À l’autre pôle, la libertas intelligentiae, la liberté éclairée, suppose un passage : de la toute-puissance infantile à la responsabilité adulte. Être libre, ici, ce n’est pas multiplier les possibles, mais choisir ce qui fait croître la vie. Dans cette perspective, la liberté devient un acte de discernement, c’est-à-dire une rencontre entre la raison, l’affect et la réalité. Elle suppose une élaboration, une traversée de la conflictualité interne, une lucidité sur ses propres déterminismes. Le clinicien pourrait dire que la liberté éclairée n’est pas l’absence de contrainte, mais la capacité d’habiter ses contraintes avec sens. Elle s’atteint par un travail d’intégration : des pulsions et de la pensée, du désir et du devoir, du moi et de l’altérité.

Dans le champ thérapeutique, cette liberté devient la mesure du processus de subjectivation. Elle émerge lorsque le sujet cesse de vouloir tout maîtriser pour consentir à être en lien, avec ses affects, avec autrui, avec le monde. C’est une liberté située, incarnée, traversée par la reconnaissance de la dépendance et de la vulnérabilité.

 

Tensions contemporaines : l’autonomie en crise

Nos sociétés néolibérales cultivent le paradoxe : elles glorifient la liberté, tout en produisant les conditions de sa dissolution. L’individu est sommé d’être autonome, performant, auto-déterminé, mais sans ancrage symbolique ni communauté signifiante. Ce modèle fabrique une fatigue de soi (Ehrenberg) : une liberté qui épuise au lieu d’émanciper.

Dans la clinique du lien, on observe cette tension sous forme de dépressions existentielles, de troubles du sens, d’angoisses d’identité. Les patients disent : « Je peux tout faire, mais je ne sais plus pourquoi ». Ce symptôme social exprime l’impasse d’une liberté devenue abstraite, vidée de toute orientation éthique ou symbolique. D’où la nécessité de réintroduire une liberté du discernement, relationnelle et écologique.

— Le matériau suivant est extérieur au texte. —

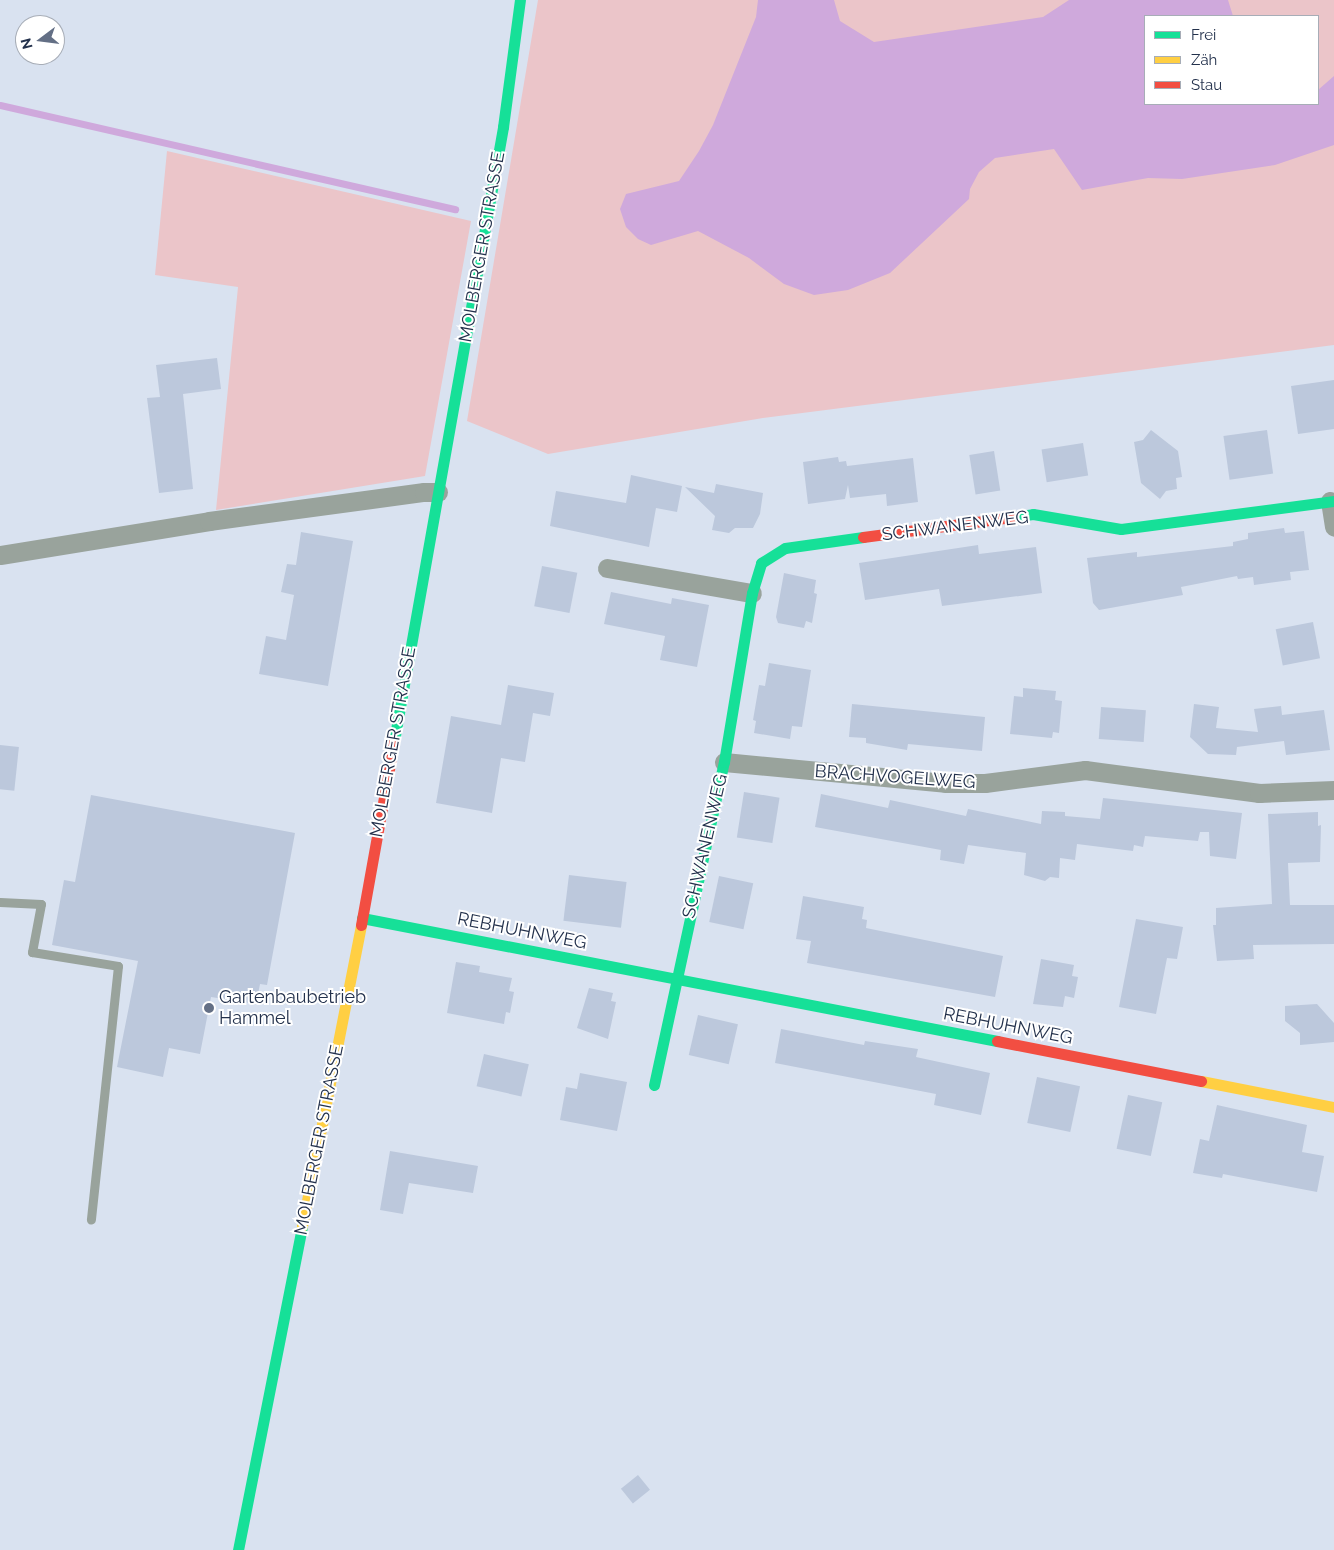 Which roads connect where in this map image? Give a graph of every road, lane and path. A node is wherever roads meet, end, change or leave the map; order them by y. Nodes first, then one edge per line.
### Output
1 (520, 0) edge
2 (438, 492) junction
3 (1332, 501) edge
4 (1334, 527) edge
5 (0, 554) edge
6 (607, 568) dead end
7 (752, 593) junction
8 (724, 762) junction
9 (1334, 790) edge
10 (0, 902) edge
11 (362, 918) junction
12 (676, 979) junction
13 (654, 1085) dead end
14 (1334, 1107) edge
15 (91, 1220) dead end
16 (238, 1550) edge

1 - 2 street, MOLBERGER STRASSE
2 - 5 street
2 - 11 street, MOLBERGER STRASSE
3 - 4 street
3 - 7 street, SCHWANENWEG
6 - 7 street
7 - 8 street, SCHWANENWEG
8 - 9 street, BRACHVOGELWEG
8 - 12 street, SCHWANENWEG
10 - 15 lane
11 - 12 street, REBHUHNWEG
11 - 16 street, MOLBERGER STRASSE
12 - 13 street
12 - 14 street, REBHUHNWEG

Une liberté qui ne s’exerce pas contre, mais avec : avec le corps, avec les autres, avec le vivant. Cette liberté-là est un acte de soin, un soin du monde intérieur et du monde partagé.

 

Pour une anthropologie psychothérapeutique du discernement

L’enjeu n’est pas d’opposer deux libertés, mais de penser leur dialectique clinique. L’indifférence ouvre le champ du possible, mais seule la lumière du discernement donne sens à cette ouverture. Sans l’une, la liberté s’étiole en conformisme ; sans l’autre, elle s’égare dans la dispersion. Le discernement, dans une perspective anthropologique du soin, apparaît alors comme une pratique de maturation psychique.

Il engage une éducation du désir, une lente conversion du regard : apprendre à reconnaître ce qui, en soi, relève du caprice ou de l’appel profond. C’est une écologie intérieure, un art de hiérarchiser les possibles selon ce qui soutient la vie. Être libre, dans ce sens thérapeutique, c’est devenir capable de dire non à l’indifférence, non par contrainte, mais par choix de cohérence. C’est trouver la paix non dans la toute-puissance, mais dans la justesse.

 

Conclusion : la liberté comme soin du sens

Entre l’indifférence et la lumière, la liberté demeure un travail vivant, une tension féconde entre ouverture et orientation. Elle ne se conquiert pas par la volonté brute, mais par le discernement, c’est-à-dire par une écoute profonde de ce qui, en soi, cherche la vie.

Le sujet libre n’est plus celui qui proclame « je fais ce que je veux », mais celui qui peut dire, dans la réconciliation de son acte et de son être : « Je veux ce que je fais, parce que j’ai compris ce que je sers. » Alors, la liberté cesse d’être un idéal lointain : elle devient un soin du réel, une présence lucide à soi et au monde.